Pictured above is the short film at the heart of HBO Voyeur. Directed by Jake Scott, the film uses an apartment building as a vehicle to tell eight intertwined stories. Providing an impossible view into the building, the film mimics the logic of an architectural cross section to cut away the exterior facade and offer a view of pure event - one that is unobstructed by bricks and mortar. The film extends the logic of Rear Window or even some the brilliant CGI faux-camerawork of David Fincher's Panic Room (2002) and reads the structural system of a building as a device for framing stories. It is hard to not get drawn into the interlinked lives within this building - as they play out across hallways, up and down the central stairwell and even through floor plates.
In 2007 Dexigner did a brief feature on HBO Voyeur in which executive producer Michael Pardee discussed the making of the film:
This project required creating a cross-section of an apartment building which consisted of four floors and contained eight apartments. Each apartment included two rooms, each floor consisted of two apartments and one hallway down the middle. Instead of undertaking the seemingly impossible task of shooting all four floors at the same time, one floor was re-dressed four times, then the shots were stacked on top of one another in post. Integral to the success of the production was a counter on set that enabled certain "cues" to be performed. For example, when one character is cued to run up the stairs from one level to the next, he disappears at the top of the stairs at the 42nd second mark on the level one set, then he appears at the bottom of the stairs at the 43rd second mark on the level two set. This kind of synchronicity created the fluid movement that was required.
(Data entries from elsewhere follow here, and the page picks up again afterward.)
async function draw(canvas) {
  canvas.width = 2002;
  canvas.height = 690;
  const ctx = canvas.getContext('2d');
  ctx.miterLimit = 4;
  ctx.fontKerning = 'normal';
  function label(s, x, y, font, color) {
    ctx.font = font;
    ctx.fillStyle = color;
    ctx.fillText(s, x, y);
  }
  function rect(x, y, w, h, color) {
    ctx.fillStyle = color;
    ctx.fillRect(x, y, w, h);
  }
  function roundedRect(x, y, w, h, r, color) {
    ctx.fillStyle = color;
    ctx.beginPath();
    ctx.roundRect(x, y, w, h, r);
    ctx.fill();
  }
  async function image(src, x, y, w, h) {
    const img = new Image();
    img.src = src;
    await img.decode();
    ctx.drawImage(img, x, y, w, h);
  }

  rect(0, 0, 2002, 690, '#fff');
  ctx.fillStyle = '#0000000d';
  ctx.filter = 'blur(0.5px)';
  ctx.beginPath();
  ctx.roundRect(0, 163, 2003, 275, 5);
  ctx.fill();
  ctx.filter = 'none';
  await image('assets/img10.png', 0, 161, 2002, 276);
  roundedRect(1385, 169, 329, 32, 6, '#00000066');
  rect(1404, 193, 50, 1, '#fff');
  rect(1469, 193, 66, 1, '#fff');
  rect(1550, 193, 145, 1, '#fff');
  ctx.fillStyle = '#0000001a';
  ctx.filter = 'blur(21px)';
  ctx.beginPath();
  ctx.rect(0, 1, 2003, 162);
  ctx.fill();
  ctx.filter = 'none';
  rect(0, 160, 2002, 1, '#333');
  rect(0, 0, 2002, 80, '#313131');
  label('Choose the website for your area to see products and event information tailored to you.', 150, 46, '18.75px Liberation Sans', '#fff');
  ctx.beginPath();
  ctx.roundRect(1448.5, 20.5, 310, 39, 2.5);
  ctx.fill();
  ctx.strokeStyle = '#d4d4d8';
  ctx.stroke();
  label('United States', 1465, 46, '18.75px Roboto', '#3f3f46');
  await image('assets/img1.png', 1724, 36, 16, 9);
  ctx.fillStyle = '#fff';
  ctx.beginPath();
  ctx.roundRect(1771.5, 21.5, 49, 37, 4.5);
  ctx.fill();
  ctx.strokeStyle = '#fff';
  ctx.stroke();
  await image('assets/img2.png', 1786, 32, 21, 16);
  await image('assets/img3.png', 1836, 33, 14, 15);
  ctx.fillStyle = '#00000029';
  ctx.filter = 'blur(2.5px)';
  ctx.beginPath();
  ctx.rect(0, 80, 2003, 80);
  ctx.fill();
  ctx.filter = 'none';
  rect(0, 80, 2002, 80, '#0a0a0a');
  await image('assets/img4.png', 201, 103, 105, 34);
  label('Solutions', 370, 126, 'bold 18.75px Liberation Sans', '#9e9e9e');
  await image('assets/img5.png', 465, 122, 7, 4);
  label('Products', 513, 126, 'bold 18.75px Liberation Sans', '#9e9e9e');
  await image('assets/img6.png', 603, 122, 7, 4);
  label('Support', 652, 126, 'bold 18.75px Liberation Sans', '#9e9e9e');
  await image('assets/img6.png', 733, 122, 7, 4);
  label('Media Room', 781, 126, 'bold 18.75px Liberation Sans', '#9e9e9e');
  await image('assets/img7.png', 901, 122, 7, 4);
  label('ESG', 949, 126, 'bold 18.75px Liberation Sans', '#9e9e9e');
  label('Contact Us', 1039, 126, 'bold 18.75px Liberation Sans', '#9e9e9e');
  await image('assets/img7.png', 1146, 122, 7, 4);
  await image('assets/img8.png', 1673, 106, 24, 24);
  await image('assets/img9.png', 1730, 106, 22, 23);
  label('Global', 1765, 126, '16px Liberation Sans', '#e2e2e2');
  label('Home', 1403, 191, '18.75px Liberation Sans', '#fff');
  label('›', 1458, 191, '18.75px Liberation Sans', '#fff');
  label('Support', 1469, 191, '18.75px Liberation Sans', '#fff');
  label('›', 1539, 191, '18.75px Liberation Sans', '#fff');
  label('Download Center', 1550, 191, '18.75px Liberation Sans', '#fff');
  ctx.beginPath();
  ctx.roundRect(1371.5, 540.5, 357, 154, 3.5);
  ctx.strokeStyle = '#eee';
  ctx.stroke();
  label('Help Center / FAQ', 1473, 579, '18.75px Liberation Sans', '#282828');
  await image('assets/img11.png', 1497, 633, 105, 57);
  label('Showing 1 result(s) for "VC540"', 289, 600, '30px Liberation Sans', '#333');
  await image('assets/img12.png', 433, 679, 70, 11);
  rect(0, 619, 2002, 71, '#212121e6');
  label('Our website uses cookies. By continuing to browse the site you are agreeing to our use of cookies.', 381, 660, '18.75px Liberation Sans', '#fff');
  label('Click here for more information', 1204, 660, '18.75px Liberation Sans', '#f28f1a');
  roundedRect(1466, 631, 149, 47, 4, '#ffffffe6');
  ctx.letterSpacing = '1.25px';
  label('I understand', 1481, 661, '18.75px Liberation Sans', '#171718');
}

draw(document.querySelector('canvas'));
The performance on each set was well timed and choreographed, but there was still a need to slip and retime each apartment to hit key sync points accurately to the frame.
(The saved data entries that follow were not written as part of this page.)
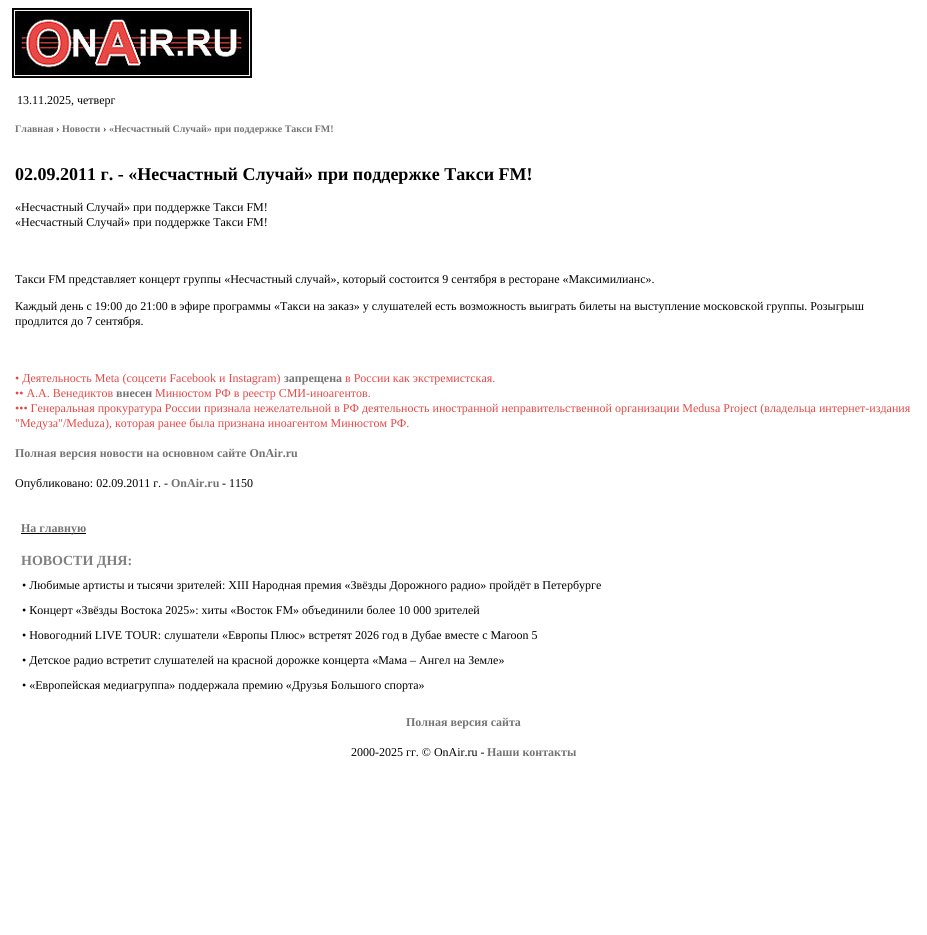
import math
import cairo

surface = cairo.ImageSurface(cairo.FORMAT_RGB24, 927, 935)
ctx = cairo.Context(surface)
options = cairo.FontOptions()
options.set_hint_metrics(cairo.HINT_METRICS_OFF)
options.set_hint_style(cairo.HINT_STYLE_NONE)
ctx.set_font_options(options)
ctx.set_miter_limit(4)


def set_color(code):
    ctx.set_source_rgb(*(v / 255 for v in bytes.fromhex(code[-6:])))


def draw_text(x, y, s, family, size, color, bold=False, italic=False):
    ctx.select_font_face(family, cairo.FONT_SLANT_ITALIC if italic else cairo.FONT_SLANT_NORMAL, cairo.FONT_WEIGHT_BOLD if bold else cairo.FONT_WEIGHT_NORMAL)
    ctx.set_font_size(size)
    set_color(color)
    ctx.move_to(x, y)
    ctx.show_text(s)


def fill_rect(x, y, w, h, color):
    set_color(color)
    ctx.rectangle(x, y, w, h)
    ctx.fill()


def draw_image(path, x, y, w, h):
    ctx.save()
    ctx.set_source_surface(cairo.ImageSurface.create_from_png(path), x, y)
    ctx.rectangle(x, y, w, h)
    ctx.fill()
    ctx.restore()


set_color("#ffffff")
ctx.paint()
draw_image("assets/img1.png", 12, 8, 240, 70)
draw_text(17, 104, "13.11.2025, четверг", "Liberation Serif", 12, "#000000")
draw_text(15, 132, "Главная", "Liberation Serif", 10, "#747474", bold=True)
draw_text(56, 132, "›", "Liberation Serif", 10, "#000000")
draw_text(62, 132, "Новости", "Liberation Serif", 10, "#747474", bold=True)
draw_text(103, 132, "›", "Liberation Serif", 10, "#000000")
draw_text(109, 132, "«Несчастный Случай» при поддержке Такси FM!", "Liberation Serif", 10, "#747474", bold=True)
draw_text(15, 180, "02.09.2011 г. - «Несчастный Случай» при поддержке Такси FM!", "Liberation Serif", 18, "#000000", bold=True)
draw_text(15, 211, "«Несчастный Случай» при поддержке Такси FM!", "Liberation Serif", 12, "#000000")
draw_text(15, 226, "«Несчастный Случай» при поддержке Такси FM!", "Liberation Serif", 12, "#000000")
draw_text(15, 283, "Такси FM представляет концерт группы «Несчастный случай», который состоится 9 сентября в ресторане «Максимилианс».", "Liberation Serif", 12, "#000000")
draw_text(15, 310, "Каждый день с 19:00 до 21:00 в эфире программы «Такси на заказ» у слушателей есть возможность выиграть билеты на выступление московской группы. Розыгрыш", "Liberation Serif", 12, "#000000")
draw_text(15, 325, "продлится до 7 сентября.", "Liberation Serif", 12, "#000000")
draw_text(15, 382, "• Деятельность Meta (соцсети Facebook и Instagram)", "Liberation Serif", 12, "#e64946")
draw_text(284, 382, "запрещена", "Liberation Serif", 12, "#747474", bold=True)
draw_text(345, 382, "в России как экстремистская.", "Liberation Serif", 12, "#e64946")
draw_text(15, 397, "•• А.А. Венедиктов", "Liberation Serif", 12, "#e64946")
draw_text(116, 397, "внесен", "Liberation Serif", 12, "#747474", bold=True)
draw_text(155, 397, "Минюстом РФ в реестр СМИ-иноагентов.", "Liberation Serif", 12, "#e64946")
draw_text(15, 412, "••• Генеральная прокуратура России признала нежелательной в РФ деятельность иностранной неправительственной организации Medusa Project (владельца интернет-издания", "Liberation Serif", 12, "#e64946")
draw_text(15, 427, "\"Медуза\"/Meduza), которая ранее была признана иноагентом Минюстом РФ.", "Liberation Serif", 12, "#e64946")
draw_text(15, 457, "Полная версия новости на основном сайте OnAir.ru", "Liberation Serif", 12, "#747474", bold=True)
draw_text(15, 487, "Опубликовано: 02.09.2011 г. -", "Liberation Serif", 12, "#000000")
draw_text(171, 487, "OnAir.ru", "Liberation Serif", 12, "#747474", bold=True)
draw_text(222, 487, "- 1150", "Liberation Serif", 12, "#000000")
fill_rect(21, 533, 65, 1, "#000000")
draw_text(21, 532, "На главную", "Liberation Serif", 12, "#747474", bold=True)
draw_text(21, 565, "НОВОСТИ ДНЯ:", "Liberation Serif", 14, "#808080", bold=True)
draw_text(22, 589, "• Любимые артисты и тысячи зрителей: XIII Народная премия «Звёзды Дорожного радио» пройдёт в Петербурге", "Liberation Serif", 12, "#000000")
draw_text(22, 614, "• Концерт «Звёзды Востока 2025»: хиты «Восток FM» объединили более 10 000 зрителей", "Liberation Serif", 12, "#000000")
draw_text(22, 639, "• Новогодний LIVE TOUR: слушатели «Европы Плюс» встретят 2026 год в Дубае вместе с Maroon 5", "Liberation Serif", 12, "#000000")
draw_text(22, 664, "• Детское радио встретит слушателей на красной дорожке концерта «Мама – Ангел на Земле»", "Liberation Serif", 12, "#000000")
draw_text(22, 689, "• «Европейская медиагруппа» поддержала премию «Друзья Большого спорта»", "Liberation Serif", 12, "#000000")
draw_text(406, 726, "Полная версия сайта", "Liberation Serif", 12, "#747474", bold=True)
draw_text(351, 756, "2000-2025 гг. © OnAir.ru -", "Liberation Serif", 12, "#000000")
draw_text(487, 756, "Наши контакты", "Liberation Serif", 12, "#747474", bold=True)
surface.write_to_png("output.png")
So the entire enterprise is about time code syncronization - this is four short films, not just one.

[photo: Ivan Corsa]
To discuss HBO Voyeur just as a film project is a bit misleading. The film was part of a broader marketing campaign that included the distribution of print material and a related series of projection-parties in New York City, an interactive website and social media cross-promotion. The entire initiative was undertaken to reinforce HBO's brand as "the world's preeminent storytellers" and the campaign was awarded the Cannes Lions Promo Grand Prix in 2008. If you're interested in more information about HBO Voyeur be sure to check out the wikipedia entry on the project. I also found this brief video that documents the entire marketing campaign. [via Francis Theberge]
cross-section lit
Don't forget Perec's Life, A User's Manual - the cross-section narrative of all cross-section narratives. And then there's the boat in Anderson's Life Aquatic, too.
Boats!
Hi Kevin,
I *was* thinking of the boat! I had a list of related archi-voyeur porn and it started to take over the post. That boat set is great though, I just watched Rushmore again recently and was marveling those shots of the aquarium models. I have to confess, I haven't read Perec, I am hip to Oulipo though. Perec keeps coming up so maybe the time is right. Thanks for the nudge. :)
perec
For actual reading, Perec's Species of Spaces is much more doable. 'Life' is the true marvel, but I've yet to finish it. The book really is like a building, you can return to it, poke around somewhere else, leave for awhile, come back.